Designing a Time-Series Event Sourcing System for IoT Glasshouse Monitoring

#frontend #typescript #webdev

Designing a Time-Series Event Sourcing System for IoT Glasshouse Monitoring

In this tutorial, you’ll learn how to design a scalable, maintainable time-series event sourcing system tailored to monitoring IoT-enabled glasshouses (greenhouses, conservatories, or urban farm domes). The goal is to capture every sensor reading and user action as events, query them efficiently, and support retroactive analytics, offline processing, and robust disaster recovery. We’ll walk through architecture, data models, storage strategies, event schemas, aggregation pipelines, and operational practices.
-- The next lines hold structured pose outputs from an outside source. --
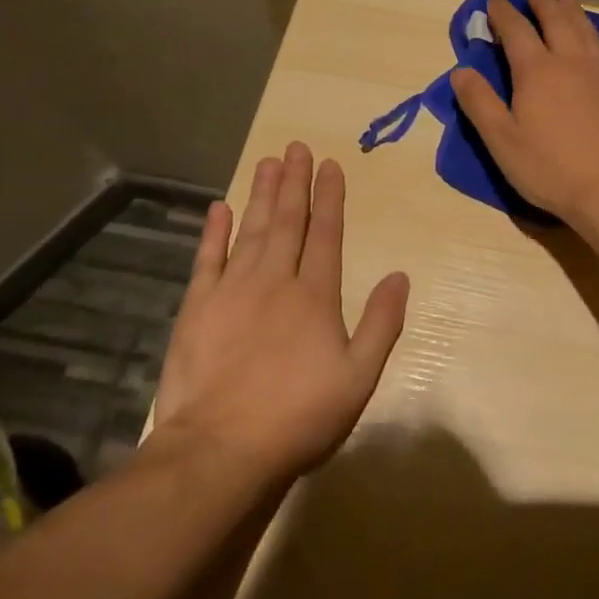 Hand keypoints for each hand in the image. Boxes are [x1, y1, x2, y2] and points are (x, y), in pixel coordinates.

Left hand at [151, 143, 408, 480]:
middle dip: (294, 182)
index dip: (330, 198)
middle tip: (296, 147)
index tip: (330, 165)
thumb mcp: (359, 377)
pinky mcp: (197, 308)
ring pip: (251, 230)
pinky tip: (220, 208)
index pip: (326, 233)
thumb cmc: (299, 417)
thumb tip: (401, 275)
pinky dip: (214, 232)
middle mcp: (275, 280)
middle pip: (288, 221)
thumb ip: (381, 323)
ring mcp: (232, 290)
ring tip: (268, 162)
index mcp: (315, 295)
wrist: (220, 450)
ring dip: (261, 195)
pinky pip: (207, 259)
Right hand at [450, 0, 598, 225]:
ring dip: (571, 12)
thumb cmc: (552, 168)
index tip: (494, 0)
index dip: (503, 12)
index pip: (516, 29)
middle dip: (541, 2)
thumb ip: (480, 103)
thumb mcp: (502, 141)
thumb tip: (460, 70)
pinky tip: (597, 48)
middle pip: (556, 19)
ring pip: (586, 29)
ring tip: (565, 3)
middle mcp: (571, 60)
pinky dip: (596, 40)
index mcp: (537, 70) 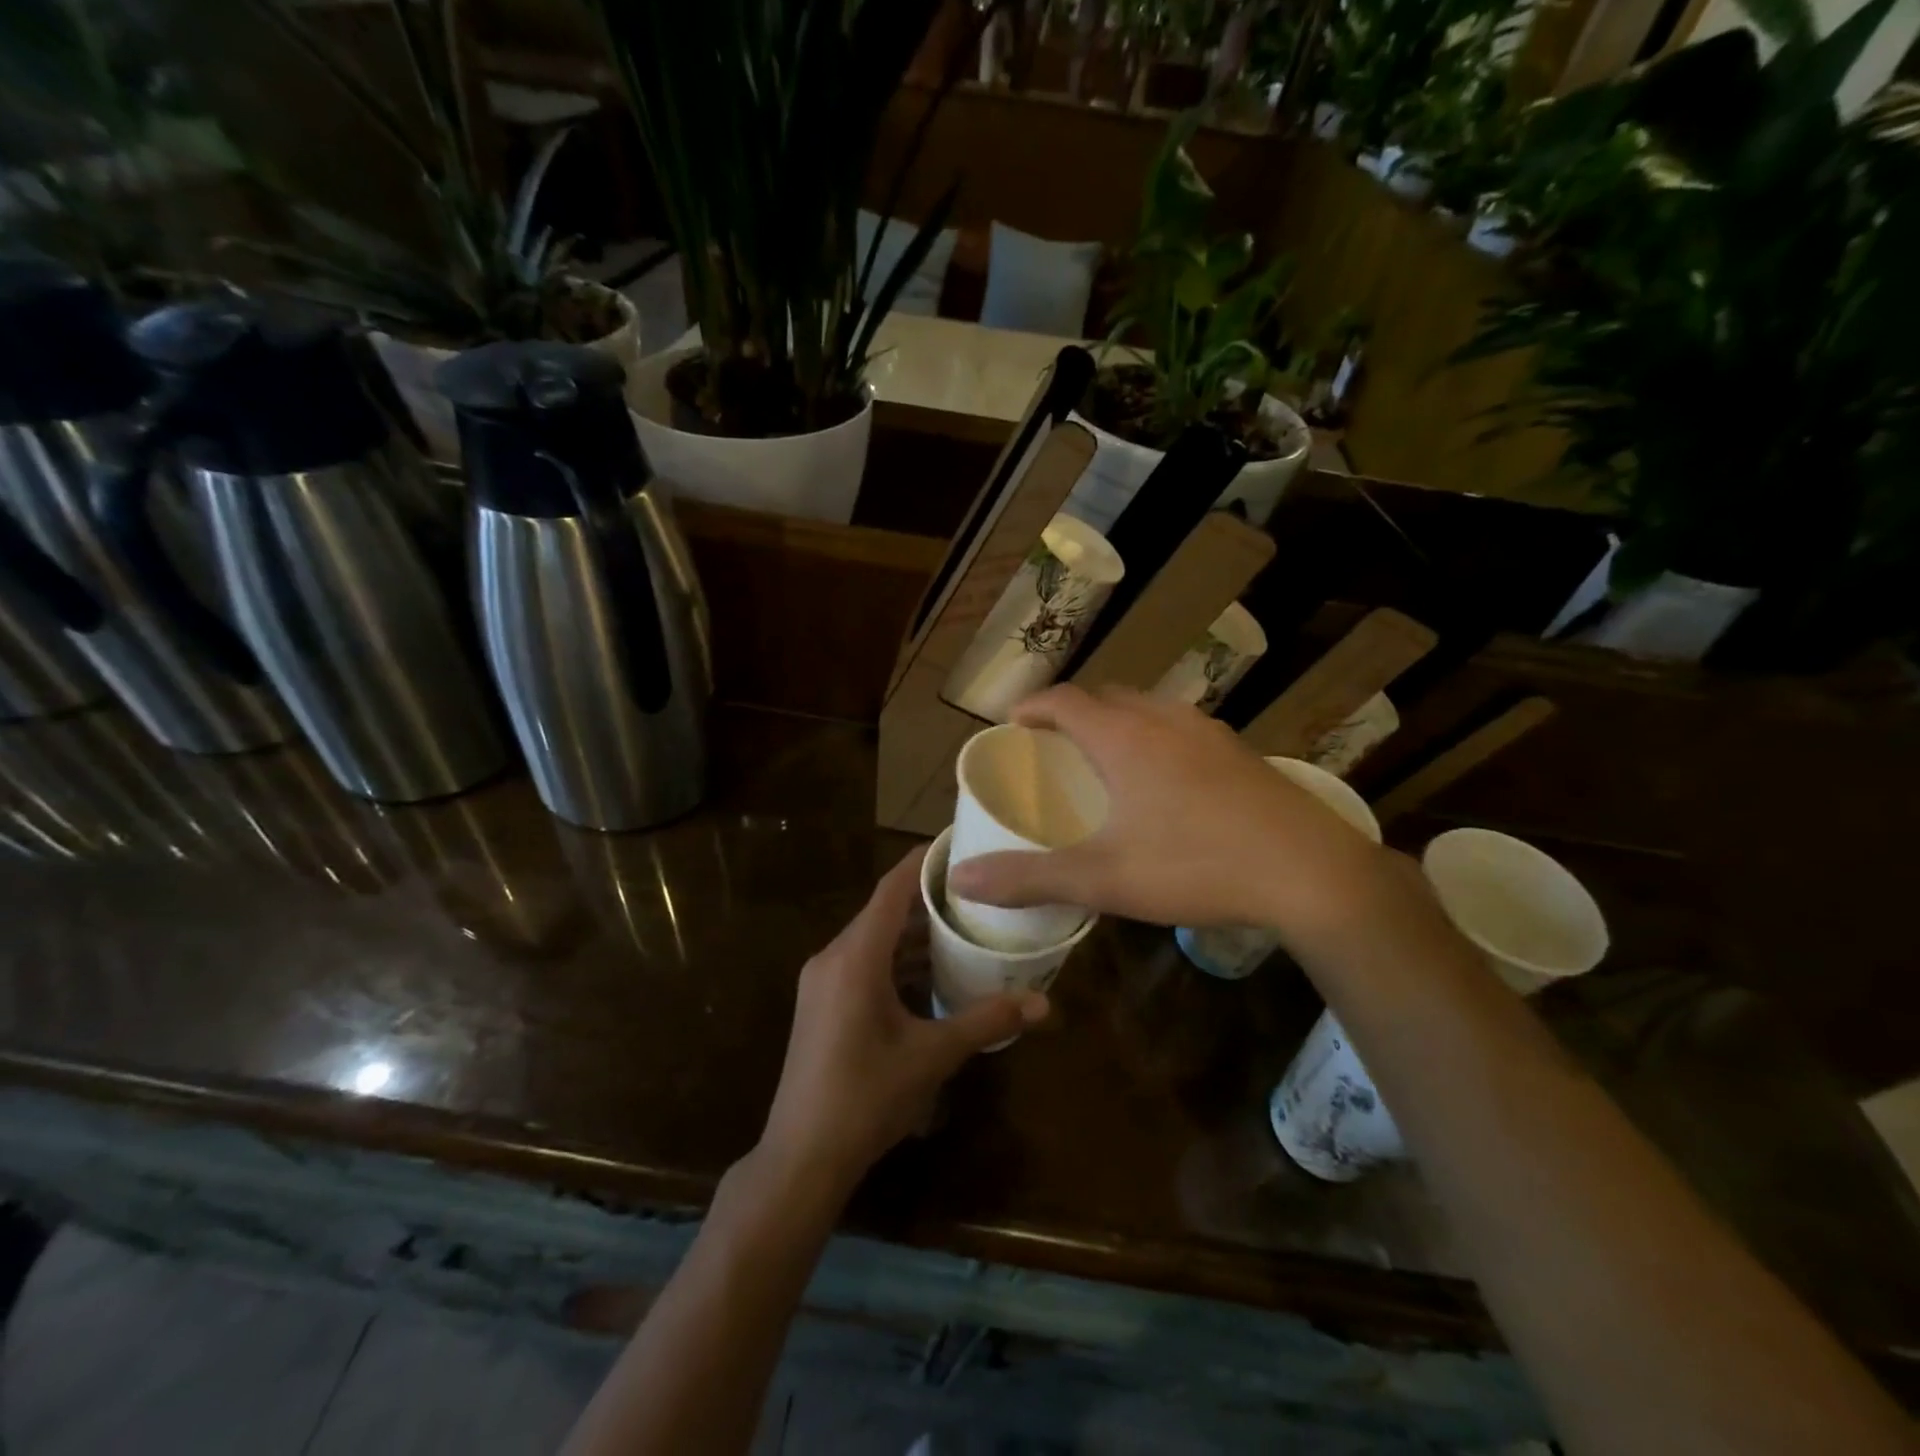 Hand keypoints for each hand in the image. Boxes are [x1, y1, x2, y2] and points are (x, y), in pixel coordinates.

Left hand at [759, 846, 1046, 1200]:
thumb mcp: (932, 1056)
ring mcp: (822, 981)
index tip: (957, 844)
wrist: (801, 1157)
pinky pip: (863, 963)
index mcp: (855, 958)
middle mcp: (833, 958)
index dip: (922, 862)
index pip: (891, 889)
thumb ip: (986, 1022)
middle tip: (976, 889)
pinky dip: (896, 960)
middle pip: (883, 911)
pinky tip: (931, 972)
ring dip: (913, 933)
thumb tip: (1044, 1005)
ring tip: (963, 925)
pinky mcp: (821, 1003)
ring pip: (873, 939)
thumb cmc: (865, 1098)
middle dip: (927, 899)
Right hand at [946, 685, 1393, 943]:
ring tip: (1106, 758)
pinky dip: (1156, 738)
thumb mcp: (1104, 879)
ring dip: (1119, 722)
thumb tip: (962, 880)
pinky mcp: (1242, 753)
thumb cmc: (1196, 866)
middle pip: (1108, 696)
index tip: (1013, 723)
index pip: (1065, 700)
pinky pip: (1183, 728)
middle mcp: (1165, 721)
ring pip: (1150, 709)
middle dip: (1074, 712)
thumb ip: (1030, 878)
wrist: (1312, 873)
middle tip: (1055, 745)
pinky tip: (1167, 782)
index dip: (1033, 706)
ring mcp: (1210, 733)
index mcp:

A small sample implementation in TypeScript/Node.js with PostgreSQL and Apache Kafka is included to illustrate the concepts end-to-end.

Why time-series event sourcing for IoT glasshouses?

High volume: multiple sensors (temperature, humidity, soil moisture, CO2, light) producing frequent readings.
Irregular writes: sensors may burst data during weather events; network hiccups may delay deliveries.
Auditability: you want a complete history of sensor values and control actions (valve open/close, heater on/off).
Retroactive analytics: you may need to recompute metrics with new aggregation rules or correct misreadings without re-ingesting raw data.
Reproducibility: deterministic event streams enable reproducible experiments and fault isolation.

Overview of the architecture

Ingest layer: devices publish sensor readings and actuator commands as events to a message bus.
Event store: an append-only log of all events, stored with high write throughput and immutability guarantees.
Read models: derived views for dashboards, alerts, and analytics, built via streaming or batch processors.
Command layer: a thin layer that issues desired state changes as command events, validated against current state.
Processing stack: a mix of real-time stream processing and offline batch pipelines for heavy analytics.
Storage strategy: a hybrid approach using optimized time-series storage for raw data and relational/columnar databases for aggregations and metadata.
Observability and DevOps: tracing, schema evolution, schema registry, and robust deployment strategies to avoid breaking changes.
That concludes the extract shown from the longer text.